• m@cortex

Introduction to m@cortex ('matcortex')

These pages are devoted to a set of Matlab routines that I wrote to analyze behavioral and neurophysiological data collected with CORTEX, a program developed by Bob Desimone and his group.

The package presented here consists of a collection of functions that provide basic behavioral and electrophysiological data analysis capabilities. The end user will typically embed calls to my code in her own scripts and functions, tailored to the specific task at hand.

At the core of the package lay 3 object classes (Matlab provides limited object-oriented programming tools, but I found those useful enough to hide the actual data, thus preventing inadvertent modifications, and provide the user with a consistent interface, hopefully :)
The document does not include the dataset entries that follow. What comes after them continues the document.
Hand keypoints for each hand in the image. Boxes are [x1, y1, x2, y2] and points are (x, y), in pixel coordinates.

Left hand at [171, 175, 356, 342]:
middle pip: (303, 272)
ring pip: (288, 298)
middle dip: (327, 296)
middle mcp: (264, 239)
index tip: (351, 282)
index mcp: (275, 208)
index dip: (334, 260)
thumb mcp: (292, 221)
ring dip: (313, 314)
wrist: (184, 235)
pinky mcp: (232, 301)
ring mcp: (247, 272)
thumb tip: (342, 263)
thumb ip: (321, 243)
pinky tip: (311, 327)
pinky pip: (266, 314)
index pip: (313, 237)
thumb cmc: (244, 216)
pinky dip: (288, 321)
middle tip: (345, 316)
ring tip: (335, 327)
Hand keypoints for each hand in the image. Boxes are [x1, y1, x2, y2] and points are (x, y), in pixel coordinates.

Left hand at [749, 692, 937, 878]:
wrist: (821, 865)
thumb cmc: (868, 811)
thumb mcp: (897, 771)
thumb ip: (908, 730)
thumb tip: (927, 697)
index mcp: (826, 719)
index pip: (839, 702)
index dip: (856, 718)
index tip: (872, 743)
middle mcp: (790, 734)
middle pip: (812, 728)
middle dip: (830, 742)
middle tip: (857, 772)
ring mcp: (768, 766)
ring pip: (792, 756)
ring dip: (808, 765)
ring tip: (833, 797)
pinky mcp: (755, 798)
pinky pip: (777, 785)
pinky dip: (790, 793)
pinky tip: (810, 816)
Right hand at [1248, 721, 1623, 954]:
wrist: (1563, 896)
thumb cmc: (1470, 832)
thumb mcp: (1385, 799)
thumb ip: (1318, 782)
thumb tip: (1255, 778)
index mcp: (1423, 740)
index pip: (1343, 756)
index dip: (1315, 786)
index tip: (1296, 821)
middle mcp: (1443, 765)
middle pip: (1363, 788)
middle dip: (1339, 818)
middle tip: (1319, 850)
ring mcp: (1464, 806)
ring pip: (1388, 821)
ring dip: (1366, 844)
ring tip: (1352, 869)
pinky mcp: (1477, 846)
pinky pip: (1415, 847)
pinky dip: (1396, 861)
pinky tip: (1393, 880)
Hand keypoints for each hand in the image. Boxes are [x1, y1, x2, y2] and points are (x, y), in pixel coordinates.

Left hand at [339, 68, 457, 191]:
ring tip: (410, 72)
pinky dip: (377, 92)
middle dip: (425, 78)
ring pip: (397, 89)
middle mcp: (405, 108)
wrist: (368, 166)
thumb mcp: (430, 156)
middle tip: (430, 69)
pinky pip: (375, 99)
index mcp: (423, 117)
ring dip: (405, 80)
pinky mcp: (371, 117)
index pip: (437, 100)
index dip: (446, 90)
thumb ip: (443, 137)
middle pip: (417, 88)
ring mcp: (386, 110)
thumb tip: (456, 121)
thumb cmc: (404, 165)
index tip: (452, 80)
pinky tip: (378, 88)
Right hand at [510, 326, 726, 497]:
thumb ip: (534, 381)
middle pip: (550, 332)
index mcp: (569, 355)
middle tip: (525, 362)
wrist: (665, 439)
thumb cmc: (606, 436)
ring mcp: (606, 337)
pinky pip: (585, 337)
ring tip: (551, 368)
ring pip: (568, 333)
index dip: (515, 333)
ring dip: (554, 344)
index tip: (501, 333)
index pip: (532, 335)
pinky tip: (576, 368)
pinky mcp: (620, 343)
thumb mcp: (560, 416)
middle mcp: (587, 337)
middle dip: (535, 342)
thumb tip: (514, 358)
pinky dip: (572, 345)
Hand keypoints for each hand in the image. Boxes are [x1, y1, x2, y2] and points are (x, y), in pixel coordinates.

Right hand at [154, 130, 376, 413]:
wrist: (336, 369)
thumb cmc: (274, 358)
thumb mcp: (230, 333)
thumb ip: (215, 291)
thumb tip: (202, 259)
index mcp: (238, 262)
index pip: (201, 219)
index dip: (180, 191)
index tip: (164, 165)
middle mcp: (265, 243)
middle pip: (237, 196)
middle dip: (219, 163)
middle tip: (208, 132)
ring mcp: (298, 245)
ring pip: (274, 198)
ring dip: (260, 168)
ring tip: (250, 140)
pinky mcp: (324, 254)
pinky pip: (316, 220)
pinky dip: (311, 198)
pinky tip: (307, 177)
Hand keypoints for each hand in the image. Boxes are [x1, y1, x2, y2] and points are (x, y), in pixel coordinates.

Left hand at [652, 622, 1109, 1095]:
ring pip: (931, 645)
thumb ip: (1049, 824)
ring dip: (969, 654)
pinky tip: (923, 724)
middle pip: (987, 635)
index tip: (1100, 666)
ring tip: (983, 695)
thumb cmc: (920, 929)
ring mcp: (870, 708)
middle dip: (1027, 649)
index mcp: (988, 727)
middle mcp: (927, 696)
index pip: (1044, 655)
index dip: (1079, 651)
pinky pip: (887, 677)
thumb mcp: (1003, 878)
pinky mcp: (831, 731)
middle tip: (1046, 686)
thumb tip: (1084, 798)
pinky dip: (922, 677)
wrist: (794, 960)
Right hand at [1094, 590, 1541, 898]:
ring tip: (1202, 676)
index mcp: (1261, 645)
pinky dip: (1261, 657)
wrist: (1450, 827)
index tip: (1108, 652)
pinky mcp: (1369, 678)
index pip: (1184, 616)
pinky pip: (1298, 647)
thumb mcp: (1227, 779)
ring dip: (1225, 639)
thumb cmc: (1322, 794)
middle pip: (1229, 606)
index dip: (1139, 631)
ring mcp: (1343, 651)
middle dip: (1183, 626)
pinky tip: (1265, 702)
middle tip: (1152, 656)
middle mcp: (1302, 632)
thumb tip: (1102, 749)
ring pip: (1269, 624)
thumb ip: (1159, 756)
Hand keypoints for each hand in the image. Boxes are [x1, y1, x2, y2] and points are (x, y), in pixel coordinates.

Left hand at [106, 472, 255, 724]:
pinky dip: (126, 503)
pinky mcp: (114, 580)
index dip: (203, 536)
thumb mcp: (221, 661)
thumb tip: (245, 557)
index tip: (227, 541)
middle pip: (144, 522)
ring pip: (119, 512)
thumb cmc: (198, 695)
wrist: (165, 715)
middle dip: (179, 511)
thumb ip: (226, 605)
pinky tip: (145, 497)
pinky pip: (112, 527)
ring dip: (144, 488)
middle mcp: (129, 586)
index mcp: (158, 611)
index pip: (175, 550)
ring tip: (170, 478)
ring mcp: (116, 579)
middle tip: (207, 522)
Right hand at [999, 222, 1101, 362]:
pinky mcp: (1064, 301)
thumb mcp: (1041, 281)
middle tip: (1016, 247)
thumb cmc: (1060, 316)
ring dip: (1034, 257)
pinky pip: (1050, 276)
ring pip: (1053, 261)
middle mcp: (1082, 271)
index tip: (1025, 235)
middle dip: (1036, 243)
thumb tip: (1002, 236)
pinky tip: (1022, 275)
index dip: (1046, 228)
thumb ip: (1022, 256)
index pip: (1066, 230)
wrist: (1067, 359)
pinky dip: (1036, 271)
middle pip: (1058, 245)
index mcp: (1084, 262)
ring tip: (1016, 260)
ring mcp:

  1. @cortex objects contain behavioral and physiological data collected during a single experiment;
  2. @key objects contain criteria for selecting subsets of trials and analysis epochs from @cortex objects;
  3. @spix objects are collections of spike data from any number of @cortex objects, useful to run batch analyses on multiple units.

Getting help

In these pages, you will find some general information on the software. Please choose a topic on the left side.

If you are new to these routines, or if you have not been keeping up with the latest developments, you may want to go through the tutorial.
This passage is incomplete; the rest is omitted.